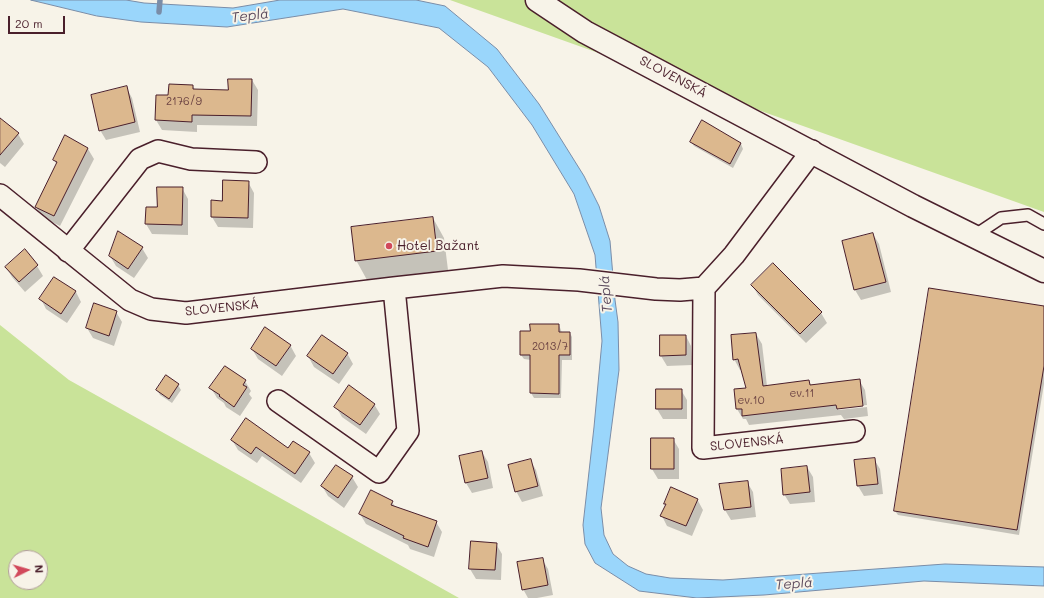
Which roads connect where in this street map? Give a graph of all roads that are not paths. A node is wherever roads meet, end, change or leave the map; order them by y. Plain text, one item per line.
1 (537, 0) edge
2 (812, 151) junction
3 (256, 162) dead end
4 (0, 195) edge
5 (1044, 224) edge
6 (974, 236) junction
7 (68, 251) junction
8 (1044, 271) edge
9 (394, 288) junction
10 (704, 288) junction
11 (278, 401) dead end
12 (854, 431) dead end

1 - 2 street, SLOVENSKÁ
2 - 6 street, SLOVENSKÁ
2 - 10 street
3 - 7 street
4 - 7 street, SLOVENSKÁ
5 - 6 lane
6 - 8 street, SLOVENSKÁ
7 - 9 street, SLOVENSKÁ
9 - 10 street, SLOVENSKÁ
9 - 11 street
10 - 12 street, SLOVENSKÁ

——————

--- WHAT YOU NEED TO DO ---
A word-for-word transcript of the entries above is needed, with pictures removed.

--- PROBLEM SOLUTION ---
Which roads connect where in this street map? Give a graph of all roads that are not paths. A node is wherever roads meet, end, change or leave the map; order them by y. Plain text, one item per line.
1 (537, 0) edge
2 (812, 151) junction
3 (256, 162) dead end
4 (0, 195) edge
5 (1044, 224) edge
6 (974, 236) junction
7 (68, 251) junction
8 (1044, 271) edge
9 (394, 288) junction
10 (704, 288) junction
11 (278, 401) dead end
12 (854, 431) dead end

1 - 2 street, SLOVENSKÁ
2 - 6 street, SLOVENSKÁ
2 - 10 street
3 - 7 street
4 - 7 street, SLOVENSKÁ
5 - 6 lane
6 - 8 street, SLOVENSKÁ
7 - 9 street, SLOVENSKÁ
9 - 10 street, SLOVENSKÁ
9 - 11 street
10 - 12 street, SLOVENSKÁ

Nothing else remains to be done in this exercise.